Kayhan Space Corp.
- Industry: Space Situational Awareness
- Founded: 2019; 7 years ago
- Founder: Araz Feyzi (CTO); Siamak Hesar (CEO);
- Products: Pathfinder; Gamut; Eagle;
- Website: https://www.kayhan.space/

= Kayhan Space =

Aerospace software company

Kayhan Space Corp. doing business as Kayhan Space is an American space technology company based in Boulder, Colorado. Founded in 2019, their products have been centered on space-related activities. Focusing on space awareness, Kayhan Space has made products such as Pathfinder for dodging space debris and other satellites.

== History ==

Kayhan Space was founded in 2019 by Siamak Hesar and Araz Feyzi, immigrants to the US and both naturalized U.S. citizens for over 10 years.
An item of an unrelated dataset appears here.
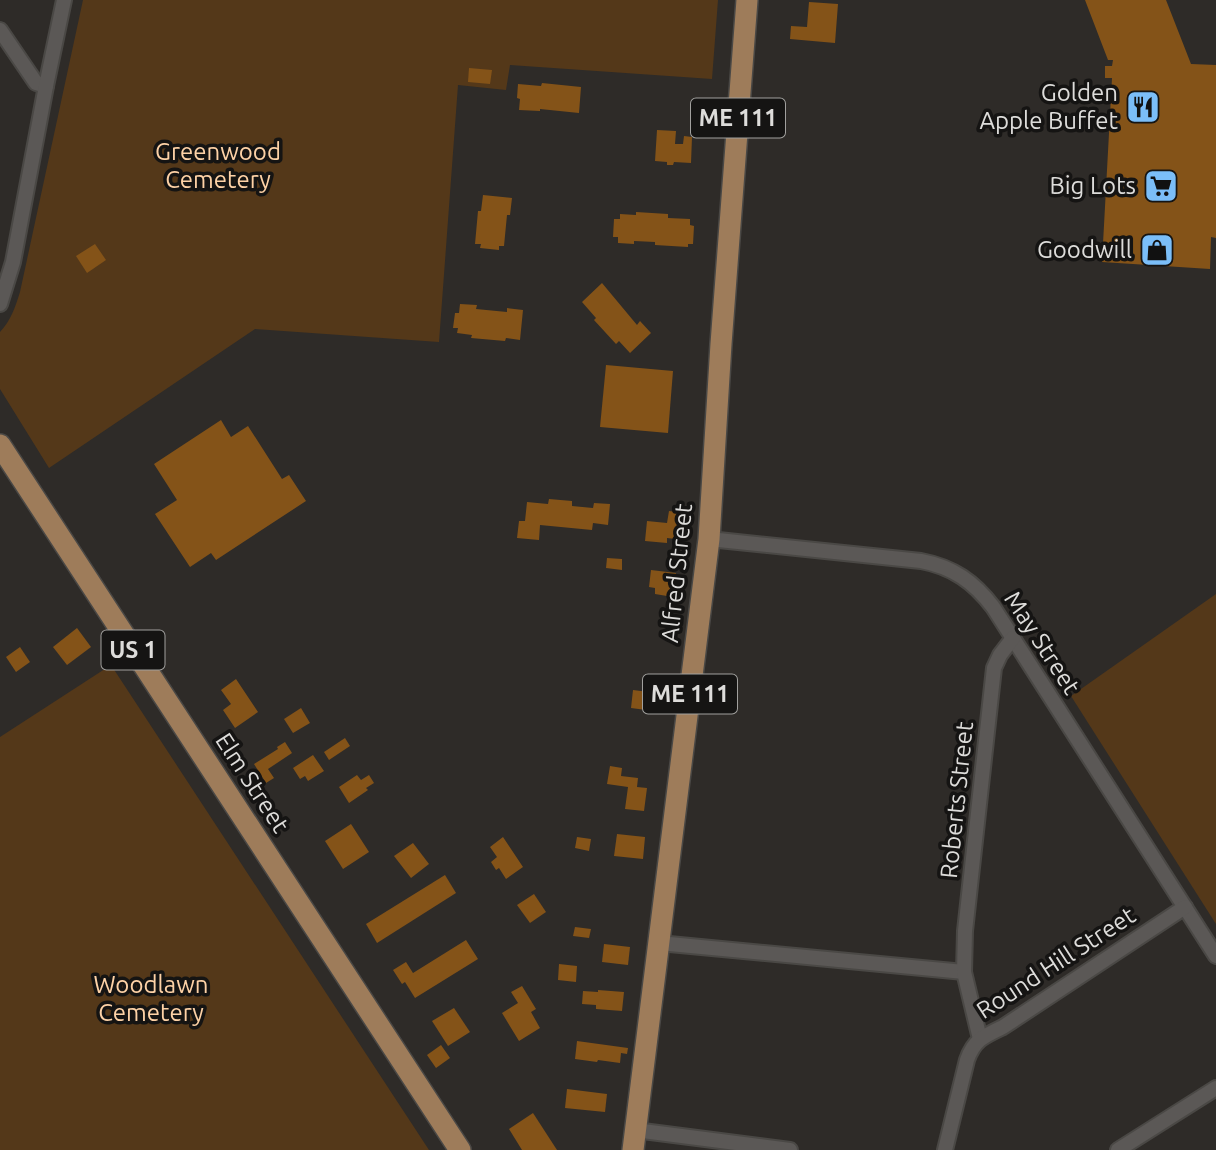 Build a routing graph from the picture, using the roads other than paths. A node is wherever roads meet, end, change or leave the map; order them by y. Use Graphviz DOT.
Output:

Hesar holds a Ph.D. in Aerospace Engineering from the University of Colorado, Boulder with a focus on precise orbit determination. He has supported several NASA missions in the past, most notably as a radio science working group (RSWG) team member for the OSIRIS-REx asteroid sample return mission while at NASA's Jet Propulsion Laboratory. Feyzi is a co-founder of Syfer, an internet device security company.

On December 14, 2021, Kayhan Space announced that $3.7 million was raised in seed funding.

On September 28, 2022, Kayhan Space along with Astroscale and the University of Texas at Austin, won a Small Business Technology Transfer Phase 1 award. The award, worth $250,000, is under the Orbital Prime program, which is run by the technology division of the United States Space Force. The award is contracted to aerospace small business companies that work with academic or nonprofit organizations.

On September 19, 2023, Kayhan Space announced a subsequent $7 million financing that brought the companies total venture capital funding raised to $10.7 million.

== Products ==

=== Pathfinder ===
Pathfinder is a subscription-based software designed to help space companies perform their missions without worrying and countering orbital debris and other damaging objects from affecting missions. Major customers of Pathfinder include Capella Space, Lynk Global and Globalstar.

=== Eagle ===
Eagle is a software for orbit simulation and model for Low Earth Orbit, Geostationary orbit, and Interplanetary orbits.

=== Gamut ===
Gamut is a software to prevent debris collisions in launch trajectories, and submitting trajectories to the government for approval.

=== Proxima ===
Announced in 2022, Proxima is being built in cooperation with Astroscale and University of Texas at Austin, it is an enhancement of Astroscale's current system for rendezvous and proximity operations. It allows for minimal manual support for safe close-distance maneuvers.